Upon further exploration of said blog, the blogger said that if miracles were proved, he would believe. Huh? Isn’t that the whole point of belief? There’s no proof. Maybe I’m missing something!

I feel like I’ve been spending so much time thinking about this lately, because I pretty much listened to David Bazan’s Curse Your Branches nonstop last week. The music is catchy in the way that it sticks in your head and you feel like you have to listen to it over and over, but the lyrics are also quite deep and insightful. The album has been described as a “break-up album with God” and to be honest, I find it utterly depressing. Bazan, like myself, is a pastor’s kid and has apparently in recent years decided he can no longer be sure of God’s existence. On one level, I can relate to these big huge aching doubts about God. So I sat in that place for a few days, letting the songs and words marinate in my head. And then I started to feel annoyed, to be honest, since the songs are also quite a bit about alcoholism. “Just like an addict!” I thought at one point. “Blame everything on someone else–even if the someone else is the void of God!” Finally, I realized I needed to start listening to something else. Don’t misunderstand…I really like the album, I just had a very emotional week with it. I think now that I’ve been submerged in it and come out from under it, I’ll listen to it in a much more detached way from now on. I bet this makes absolutely no sense, but this is how I am with music…it’s very much an emotional experience for me. Well, I’m also like this with certain books and films, too.
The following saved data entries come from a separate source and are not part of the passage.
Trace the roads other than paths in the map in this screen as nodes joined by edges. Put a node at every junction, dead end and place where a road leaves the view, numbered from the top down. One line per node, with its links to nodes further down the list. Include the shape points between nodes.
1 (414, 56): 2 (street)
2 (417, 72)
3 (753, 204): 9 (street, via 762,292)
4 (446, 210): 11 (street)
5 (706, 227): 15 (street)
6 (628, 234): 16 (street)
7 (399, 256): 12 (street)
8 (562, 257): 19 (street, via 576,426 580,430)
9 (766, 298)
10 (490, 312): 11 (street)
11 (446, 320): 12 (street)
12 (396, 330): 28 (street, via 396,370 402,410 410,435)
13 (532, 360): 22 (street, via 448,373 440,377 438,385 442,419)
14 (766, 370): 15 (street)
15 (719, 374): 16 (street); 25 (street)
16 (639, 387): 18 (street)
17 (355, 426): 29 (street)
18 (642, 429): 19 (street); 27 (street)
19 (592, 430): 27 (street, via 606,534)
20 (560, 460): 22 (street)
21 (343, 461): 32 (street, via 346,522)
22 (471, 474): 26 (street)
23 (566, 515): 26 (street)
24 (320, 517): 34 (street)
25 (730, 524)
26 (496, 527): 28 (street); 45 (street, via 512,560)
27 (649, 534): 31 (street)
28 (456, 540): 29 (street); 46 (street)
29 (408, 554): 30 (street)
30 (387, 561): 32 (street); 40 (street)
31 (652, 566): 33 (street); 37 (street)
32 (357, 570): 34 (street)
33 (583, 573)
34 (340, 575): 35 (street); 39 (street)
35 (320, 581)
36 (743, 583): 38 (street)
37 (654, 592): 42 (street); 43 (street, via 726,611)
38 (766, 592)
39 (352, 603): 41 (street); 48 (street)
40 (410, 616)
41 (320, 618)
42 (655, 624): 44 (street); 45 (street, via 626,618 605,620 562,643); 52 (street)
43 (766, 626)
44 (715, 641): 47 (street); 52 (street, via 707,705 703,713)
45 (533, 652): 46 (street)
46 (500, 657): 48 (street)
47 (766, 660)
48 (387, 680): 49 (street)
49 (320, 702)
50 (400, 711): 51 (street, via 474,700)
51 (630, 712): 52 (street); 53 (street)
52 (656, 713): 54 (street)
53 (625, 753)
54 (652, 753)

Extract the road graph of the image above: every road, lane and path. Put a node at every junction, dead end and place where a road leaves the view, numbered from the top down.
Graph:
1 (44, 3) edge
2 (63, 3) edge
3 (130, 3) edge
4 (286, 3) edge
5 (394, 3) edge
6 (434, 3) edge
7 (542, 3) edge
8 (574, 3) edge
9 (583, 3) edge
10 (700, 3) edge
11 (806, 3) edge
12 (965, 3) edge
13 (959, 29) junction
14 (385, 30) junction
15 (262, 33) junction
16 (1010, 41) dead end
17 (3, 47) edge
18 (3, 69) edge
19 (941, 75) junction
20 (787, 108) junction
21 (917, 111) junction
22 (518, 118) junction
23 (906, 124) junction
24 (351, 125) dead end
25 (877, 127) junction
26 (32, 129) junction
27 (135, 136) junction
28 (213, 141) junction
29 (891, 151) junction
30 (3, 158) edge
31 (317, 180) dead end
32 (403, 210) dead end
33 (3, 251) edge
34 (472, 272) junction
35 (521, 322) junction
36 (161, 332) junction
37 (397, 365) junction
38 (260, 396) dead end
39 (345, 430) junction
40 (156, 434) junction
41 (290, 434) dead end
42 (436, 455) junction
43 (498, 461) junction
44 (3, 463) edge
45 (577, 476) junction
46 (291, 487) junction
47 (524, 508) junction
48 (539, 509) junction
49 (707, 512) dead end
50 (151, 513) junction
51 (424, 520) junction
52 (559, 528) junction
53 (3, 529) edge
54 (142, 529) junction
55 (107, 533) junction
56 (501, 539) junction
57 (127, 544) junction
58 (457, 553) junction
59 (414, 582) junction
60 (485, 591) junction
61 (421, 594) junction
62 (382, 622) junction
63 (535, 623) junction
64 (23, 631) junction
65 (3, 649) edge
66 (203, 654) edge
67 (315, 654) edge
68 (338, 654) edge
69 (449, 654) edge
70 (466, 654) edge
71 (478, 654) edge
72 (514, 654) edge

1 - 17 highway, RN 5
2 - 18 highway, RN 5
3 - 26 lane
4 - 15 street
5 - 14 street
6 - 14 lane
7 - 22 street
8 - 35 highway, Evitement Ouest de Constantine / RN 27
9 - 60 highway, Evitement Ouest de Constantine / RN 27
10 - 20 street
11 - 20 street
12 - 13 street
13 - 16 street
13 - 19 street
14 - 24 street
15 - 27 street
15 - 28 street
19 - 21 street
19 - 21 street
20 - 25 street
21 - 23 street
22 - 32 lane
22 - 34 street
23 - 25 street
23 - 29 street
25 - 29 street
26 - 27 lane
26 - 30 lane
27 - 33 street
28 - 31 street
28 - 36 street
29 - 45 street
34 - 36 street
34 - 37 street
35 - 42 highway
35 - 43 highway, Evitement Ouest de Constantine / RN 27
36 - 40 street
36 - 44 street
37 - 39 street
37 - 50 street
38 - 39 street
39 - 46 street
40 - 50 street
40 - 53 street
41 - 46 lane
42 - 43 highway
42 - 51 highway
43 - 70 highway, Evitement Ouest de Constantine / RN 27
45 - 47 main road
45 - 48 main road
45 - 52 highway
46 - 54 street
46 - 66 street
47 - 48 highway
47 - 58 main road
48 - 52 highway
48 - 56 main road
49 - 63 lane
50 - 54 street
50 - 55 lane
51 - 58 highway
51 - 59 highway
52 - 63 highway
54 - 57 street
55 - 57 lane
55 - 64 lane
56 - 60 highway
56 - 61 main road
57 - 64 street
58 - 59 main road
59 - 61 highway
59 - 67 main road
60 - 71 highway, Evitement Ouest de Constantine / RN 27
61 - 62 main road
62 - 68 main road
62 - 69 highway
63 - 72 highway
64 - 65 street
Anyway, I read quite a few online articles (really I bought the album just from a tweet I saw of David Dark’s who’s apparently a good friend of Bazan and had no context really for the music) about Dave Bazan to try to understand the history. I was never into the indie Christian rock music scene and there was all this history I didn’t know. Fascinating stuff! But it made me wonder, ponder, and think again about belief. It’s a mystery to me how we all react differently…no two people react to a set of circumstances in the same way. There are people who would like to believe, but can’t and then people who used to believe who no longer can, and then people who have had no belief who convert completely to some sort of belief system.

I don’t know why, but I find this endlessly fascinating. Also, I find it hard to believe that anyone lives their lives completely free of doubt, no matter what their belief system. And also, finally, I apologize for the meandering nature of this post, I just needed a place to get out these thoughts!